Runaway Bay is a town in Saint Ann Parish on the northern coast of Jamaica and is considered one of the most naturally beautiful places on the island. It is a notable tourist destination located 16 km west of Ocho Rios, and slightly east of Discovery Bay, where Christopher Columbus landed in 1494. Ocean View Beach is a private beach situated at Runaway Bay. It consists of a series of hotel resort complexes and beaches.

The name derives from its having been an escape route for runaway slaves. Arawakan-speaking people were the first Indigenous inhabitants, but they were eventually overpowered by Spanish colonisers.

The population according to the 2011 census was 8,640, roughly eight times the population of 1,116 determined in the 1970 census.

Notable people born in the town include Canadian actress Samantha Kaine, who appeared in the 2002 film Confessions of a Dangerous Mind. British composer and actor Noël Coward lived in nearby Port Maria and is buried there. Ian Fleming lived in nearby Oracabessa. Not far inland, in the hills south of Runaway Bay, is the village of Nine Mile, which is where Bob Marley was born and spent his childhood.

Reef areas such as the Canyon and Ricky’s Reef can be visited through organized dives offered at most hotels. Its fine offshore diving and snorkeling opportunities are said to be the best in Jamaica. Runaway Bay is a resort community with a good offshore reef, popular with snorkelers and divers. A couple of wrecked aircraft can also be seen in a dive site now known as Ganja Planes.

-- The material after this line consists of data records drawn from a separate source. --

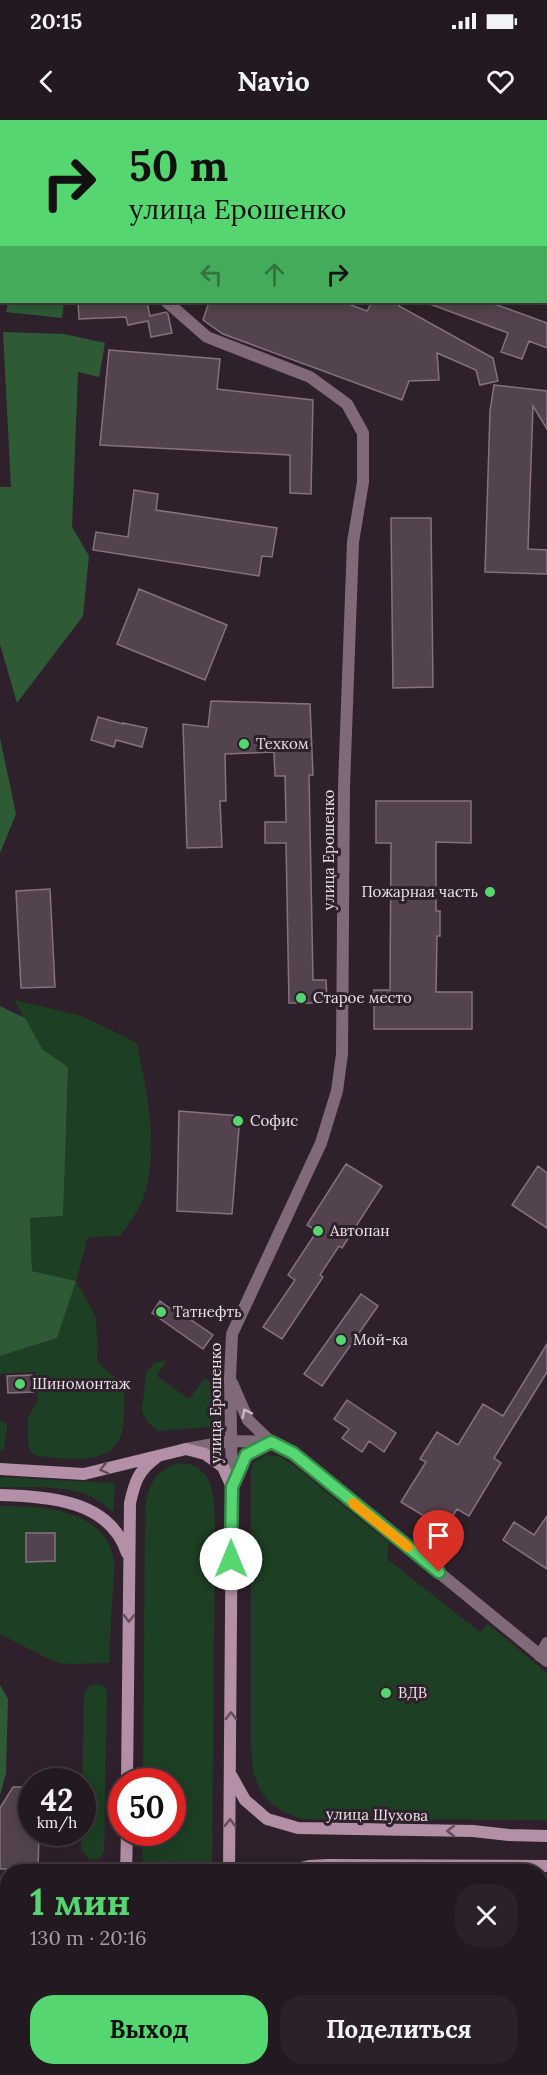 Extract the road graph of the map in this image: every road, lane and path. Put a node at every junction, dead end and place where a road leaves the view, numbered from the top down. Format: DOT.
graph roads {
  1 [pos="168,303"];
  2 [pos="230,1378"];
  3 [pos="231,1441"];
  4 [pos="271,1442"];
  5 [pos="186,1449"];
  6 [pos="161,1454"];
  7 [pos="0,1468"];
  8 [pos="232,1487"];
  9 [pos="0,1495"];
  10 [pos="129,1560"];
  11 [pos="547,1643"];
  12 [pos="544,1658"];
  13 [pos="127,1768"];
  14 [pos="231,1774"];
  15 [pos="547,1836"];
  16 [pos="127,1846"];
  17 [pos="126,1864"];
  18 [pos="230,1864"];
  1 -- 2 [label="street, улица Ерошенко"];
  2 -- 3 [label="street, улица Ерошенко"];
  4 -- 2 [label="street, one-way"];
  3 -- 4 [label="street"];
  3 -- 5 [label="street"];
  3 -- 8 [label="street, улица Ерошенко"];
  4 -- 8 [label="street, улица Ерошенко"];
  4 -- 12 [label="street"];
  5 -- 6 [label="main road, улица Ерошенко"];
  5 -- 8 [label="main road, улица Ерошенко"];
  6 -- 7 [label="main road, улица Ерошенко, one-way"];
  6 -- 10 [label="main road"];
  14 -- 8 [label="main road, улица Ерошенко, one-way"];
  9 -- 10 [label="main road"];
  10 -- 13 [label="main road, one-way"];
  11 -- 12 [label="street"];
  15 -- 14 [label="main road, улица Шухова, one-way"];
  18 -- 14 [label="main road, улица Ерошенко, one-way"];
  16 -- 17 [label="main road"];
} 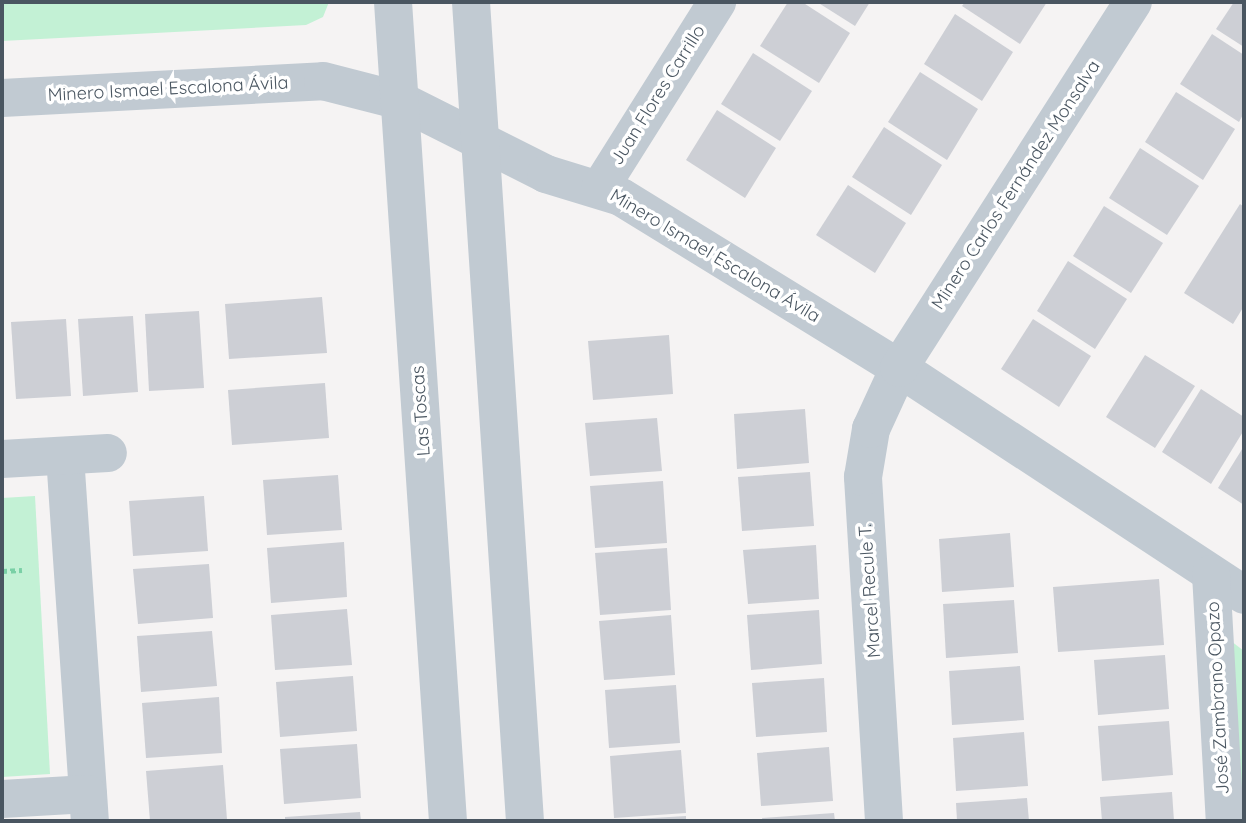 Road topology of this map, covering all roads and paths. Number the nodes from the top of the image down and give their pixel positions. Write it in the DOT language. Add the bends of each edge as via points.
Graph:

Runaway Bay is home to an eighteen-hole golf course at Breezes Runaway Bay Resort & Golf Club which has hosted a variety of championship events.

==Etymology==
The town is named after the Indian slaves who fled from Jamaica to Cuba from Runaway Bay.

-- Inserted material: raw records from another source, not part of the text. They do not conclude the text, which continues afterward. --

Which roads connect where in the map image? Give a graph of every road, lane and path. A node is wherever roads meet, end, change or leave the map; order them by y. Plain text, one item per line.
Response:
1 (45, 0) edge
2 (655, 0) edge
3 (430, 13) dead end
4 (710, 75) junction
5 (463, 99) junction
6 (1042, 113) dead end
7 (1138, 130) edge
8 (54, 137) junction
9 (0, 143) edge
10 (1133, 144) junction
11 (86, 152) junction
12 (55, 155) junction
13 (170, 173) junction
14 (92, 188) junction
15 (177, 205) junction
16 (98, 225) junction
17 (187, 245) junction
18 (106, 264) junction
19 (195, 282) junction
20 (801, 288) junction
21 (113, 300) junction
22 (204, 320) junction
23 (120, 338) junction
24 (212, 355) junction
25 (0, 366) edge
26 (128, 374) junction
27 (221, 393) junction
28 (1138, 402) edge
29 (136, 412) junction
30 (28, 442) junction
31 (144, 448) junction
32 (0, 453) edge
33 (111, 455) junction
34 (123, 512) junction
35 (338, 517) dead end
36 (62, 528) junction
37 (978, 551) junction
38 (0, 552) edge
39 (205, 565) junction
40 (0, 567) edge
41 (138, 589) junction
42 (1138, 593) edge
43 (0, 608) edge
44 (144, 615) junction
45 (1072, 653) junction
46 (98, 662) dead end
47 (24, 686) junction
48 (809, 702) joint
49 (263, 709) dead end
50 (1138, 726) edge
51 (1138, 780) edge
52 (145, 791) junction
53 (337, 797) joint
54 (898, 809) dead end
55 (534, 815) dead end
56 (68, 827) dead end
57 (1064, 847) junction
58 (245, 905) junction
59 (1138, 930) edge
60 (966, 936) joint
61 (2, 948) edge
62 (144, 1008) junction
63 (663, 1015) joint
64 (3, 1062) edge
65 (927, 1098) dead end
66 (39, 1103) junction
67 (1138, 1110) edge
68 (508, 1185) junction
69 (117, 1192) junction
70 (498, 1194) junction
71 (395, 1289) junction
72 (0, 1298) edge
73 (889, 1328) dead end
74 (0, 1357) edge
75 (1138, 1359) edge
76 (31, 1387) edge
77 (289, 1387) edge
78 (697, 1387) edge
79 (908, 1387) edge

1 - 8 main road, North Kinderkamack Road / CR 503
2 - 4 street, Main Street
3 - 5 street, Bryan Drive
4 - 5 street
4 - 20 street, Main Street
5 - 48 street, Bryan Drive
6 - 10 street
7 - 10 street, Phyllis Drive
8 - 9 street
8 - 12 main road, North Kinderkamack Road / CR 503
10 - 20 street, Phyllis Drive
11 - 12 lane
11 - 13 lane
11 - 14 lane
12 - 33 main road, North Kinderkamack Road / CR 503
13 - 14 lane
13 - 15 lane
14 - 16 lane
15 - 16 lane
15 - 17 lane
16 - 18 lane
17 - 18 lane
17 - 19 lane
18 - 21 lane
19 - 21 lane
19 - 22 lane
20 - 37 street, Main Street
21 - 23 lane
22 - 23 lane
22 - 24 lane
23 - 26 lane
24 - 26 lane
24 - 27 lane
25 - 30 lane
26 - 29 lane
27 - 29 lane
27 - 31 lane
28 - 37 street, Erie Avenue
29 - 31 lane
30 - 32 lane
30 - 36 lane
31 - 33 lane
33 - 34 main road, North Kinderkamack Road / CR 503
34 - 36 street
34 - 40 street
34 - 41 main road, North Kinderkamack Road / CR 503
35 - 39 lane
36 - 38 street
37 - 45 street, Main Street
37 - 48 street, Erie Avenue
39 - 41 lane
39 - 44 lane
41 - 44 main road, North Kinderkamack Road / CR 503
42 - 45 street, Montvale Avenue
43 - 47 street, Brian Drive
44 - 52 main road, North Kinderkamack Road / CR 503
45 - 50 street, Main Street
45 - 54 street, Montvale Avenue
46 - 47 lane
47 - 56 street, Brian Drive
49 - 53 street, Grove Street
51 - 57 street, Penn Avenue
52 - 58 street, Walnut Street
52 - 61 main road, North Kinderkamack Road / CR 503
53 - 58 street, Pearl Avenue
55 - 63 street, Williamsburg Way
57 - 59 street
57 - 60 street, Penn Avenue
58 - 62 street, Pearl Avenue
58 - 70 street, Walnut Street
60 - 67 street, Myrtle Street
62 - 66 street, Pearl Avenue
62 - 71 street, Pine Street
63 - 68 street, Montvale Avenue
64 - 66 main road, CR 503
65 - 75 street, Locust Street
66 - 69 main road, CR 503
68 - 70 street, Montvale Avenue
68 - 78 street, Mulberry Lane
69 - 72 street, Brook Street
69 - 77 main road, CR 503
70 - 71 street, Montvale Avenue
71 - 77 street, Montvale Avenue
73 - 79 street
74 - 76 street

Other sources claim the area is named so as it was where Spanish governor Ysasi fled to Cuba when the British invaders closed in.

==History==
Runaway Bay was the site of the first Spanish settlement on Jamaica and also the point of departure of the last Spanish troops after their 1670 defeat by the British.

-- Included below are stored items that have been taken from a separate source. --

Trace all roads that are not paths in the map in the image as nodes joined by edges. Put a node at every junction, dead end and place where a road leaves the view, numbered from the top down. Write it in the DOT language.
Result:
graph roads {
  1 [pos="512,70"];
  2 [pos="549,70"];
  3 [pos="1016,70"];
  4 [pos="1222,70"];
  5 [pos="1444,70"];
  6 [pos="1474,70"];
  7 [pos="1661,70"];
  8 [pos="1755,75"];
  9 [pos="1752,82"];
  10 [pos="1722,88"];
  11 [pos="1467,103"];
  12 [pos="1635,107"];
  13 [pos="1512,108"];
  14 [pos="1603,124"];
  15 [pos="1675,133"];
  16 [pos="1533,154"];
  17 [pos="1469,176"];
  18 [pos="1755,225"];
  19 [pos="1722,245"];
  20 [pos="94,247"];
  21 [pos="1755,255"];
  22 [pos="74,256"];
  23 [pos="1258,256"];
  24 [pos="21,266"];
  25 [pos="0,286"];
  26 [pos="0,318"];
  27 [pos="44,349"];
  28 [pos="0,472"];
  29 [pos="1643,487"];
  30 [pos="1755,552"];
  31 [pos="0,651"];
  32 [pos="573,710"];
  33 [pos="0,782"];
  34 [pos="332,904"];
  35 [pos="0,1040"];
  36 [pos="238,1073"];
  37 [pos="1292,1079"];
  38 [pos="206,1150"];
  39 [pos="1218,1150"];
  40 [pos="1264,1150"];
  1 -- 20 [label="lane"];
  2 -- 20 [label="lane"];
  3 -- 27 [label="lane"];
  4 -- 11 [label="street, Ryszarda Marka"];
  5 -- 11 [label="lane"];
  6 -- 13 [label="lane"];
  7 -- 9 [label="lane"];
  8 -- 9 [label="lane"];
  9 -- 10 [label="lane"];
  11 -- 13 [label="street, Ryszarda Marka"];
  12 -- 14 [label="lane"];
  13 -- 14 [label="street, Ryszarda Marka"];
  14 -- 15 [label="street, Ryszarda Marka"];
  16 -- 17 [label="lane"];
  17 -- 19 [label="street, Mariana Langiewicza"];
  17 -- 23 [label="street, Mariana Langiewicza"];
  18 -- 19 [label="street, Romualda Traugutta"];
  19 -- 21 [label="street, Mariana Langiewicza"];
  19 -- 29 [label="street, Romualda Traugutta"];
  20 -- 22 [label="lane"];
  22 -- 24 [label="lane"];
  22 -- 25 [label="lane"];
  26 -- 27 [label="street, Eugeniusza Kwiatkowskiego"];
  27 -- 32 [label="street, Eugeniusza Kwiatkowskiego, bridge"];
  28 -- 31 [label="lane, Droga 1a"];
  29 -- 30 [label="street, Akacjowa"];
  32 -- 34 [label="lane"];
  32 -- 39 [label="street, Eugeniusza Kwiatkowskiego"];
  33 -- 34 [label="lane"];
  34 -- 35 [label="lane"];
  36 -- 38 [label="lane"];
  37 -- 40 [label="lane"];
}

Runaway Bay was first developed for tourism in the 1960s with the opening of Cardiff Hall, which is now a housing estate.

On Christmas Day, 1957, the town was the site of a deadly explosion of a tanker loaded with aviation fuel. The tanker had been bound for Sangster International Airport in St. James Parish. A man who had earlier been reprimanded for trying to light a cigarette by constable Joseph Pennant again did so, causing the explosion, which killed 23 people and left a further 70 in hospital in critical condition.

==Geography==
Between Falmouth and Ochos Rios are two small mini-resorts: Discovery Bay and Runaway Bay. Runaway Bay is dominated by all-inclusive resorts and the more developed of the two bays. Runaway Bay is the smallest of Jamaica’s resort areas. It is 12 miles west of Ochos Rios and 50 miles east of Montego Bay. The one-street village of Runaway Bay is lined with all-inclusive resorts and stretches along the A1 for 3 km, merging with the neighboring community of Salem in the east. The east end of Runaway Bay is referred to as Salem and there is no clear boundary between the villages of Runaway Bay and Salem.